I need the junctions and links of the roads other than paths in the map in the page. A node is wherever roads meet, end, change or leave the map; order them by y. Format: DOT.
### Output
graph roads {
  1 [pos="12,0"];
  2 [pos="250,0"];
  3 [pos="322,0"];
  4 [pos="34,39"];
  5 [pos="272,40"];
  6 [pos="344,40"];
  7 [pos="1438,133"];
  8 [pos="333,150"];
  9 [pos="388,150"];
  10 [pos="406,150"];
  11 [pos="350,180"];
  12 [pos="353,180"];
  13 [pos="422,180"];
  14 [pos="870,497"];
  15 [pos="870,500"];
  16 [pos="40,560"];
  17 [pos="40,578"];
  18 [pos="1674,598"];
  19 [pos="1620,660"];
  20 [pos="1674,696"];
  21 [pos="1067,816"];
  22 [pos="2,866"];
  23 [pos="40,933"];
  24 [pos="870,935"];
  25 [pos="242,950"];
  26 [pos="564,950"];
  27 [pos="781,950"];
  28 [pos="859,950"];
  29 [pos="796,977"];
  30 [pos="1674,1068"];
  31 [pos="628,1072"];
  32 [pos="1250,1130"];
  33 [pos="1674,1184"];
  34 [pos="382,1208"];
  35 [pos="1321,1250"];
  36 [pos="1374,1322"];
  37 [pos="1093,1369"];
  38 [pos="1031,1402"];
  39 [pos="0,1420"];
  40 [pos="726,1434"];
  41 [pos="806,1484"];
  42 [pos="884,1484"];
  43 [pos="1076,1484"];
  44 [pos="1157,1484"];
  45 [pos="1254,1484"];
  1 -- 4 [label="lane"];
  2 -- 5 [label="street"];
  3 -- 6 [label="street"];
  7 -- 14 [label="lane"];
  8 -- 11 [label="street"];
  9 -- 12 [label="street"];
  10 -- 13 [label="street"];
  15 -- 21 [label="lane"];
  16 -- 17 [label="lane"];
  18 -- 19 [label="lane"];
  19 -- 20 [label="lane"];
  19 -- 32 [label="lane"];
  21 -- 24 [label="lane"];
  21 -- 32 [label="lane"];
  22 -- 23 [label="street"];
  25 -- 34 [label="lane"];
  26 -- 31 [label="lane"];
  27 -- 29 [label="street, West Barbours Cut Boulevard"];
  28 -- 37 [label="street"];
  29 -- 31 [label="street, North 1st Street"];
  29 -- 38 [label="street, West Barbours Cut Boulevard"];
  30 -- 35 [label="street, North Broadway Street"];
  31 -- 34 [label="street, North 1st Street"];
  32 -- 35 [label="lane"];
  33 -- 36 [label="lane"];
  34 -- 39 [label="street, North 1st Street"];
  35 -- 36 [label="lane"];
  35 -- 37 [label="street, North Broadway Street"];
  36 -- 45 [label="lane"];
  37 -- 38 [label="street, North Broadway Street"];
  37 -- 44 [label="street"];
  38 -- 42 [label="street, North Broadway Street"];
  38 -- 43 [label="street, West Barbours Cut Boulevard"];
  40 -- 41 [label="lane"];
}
----
◆ About this task
Note how many lines in the material hold the word "Boulevard", and give that number with nothing added.

◆ Written reply
3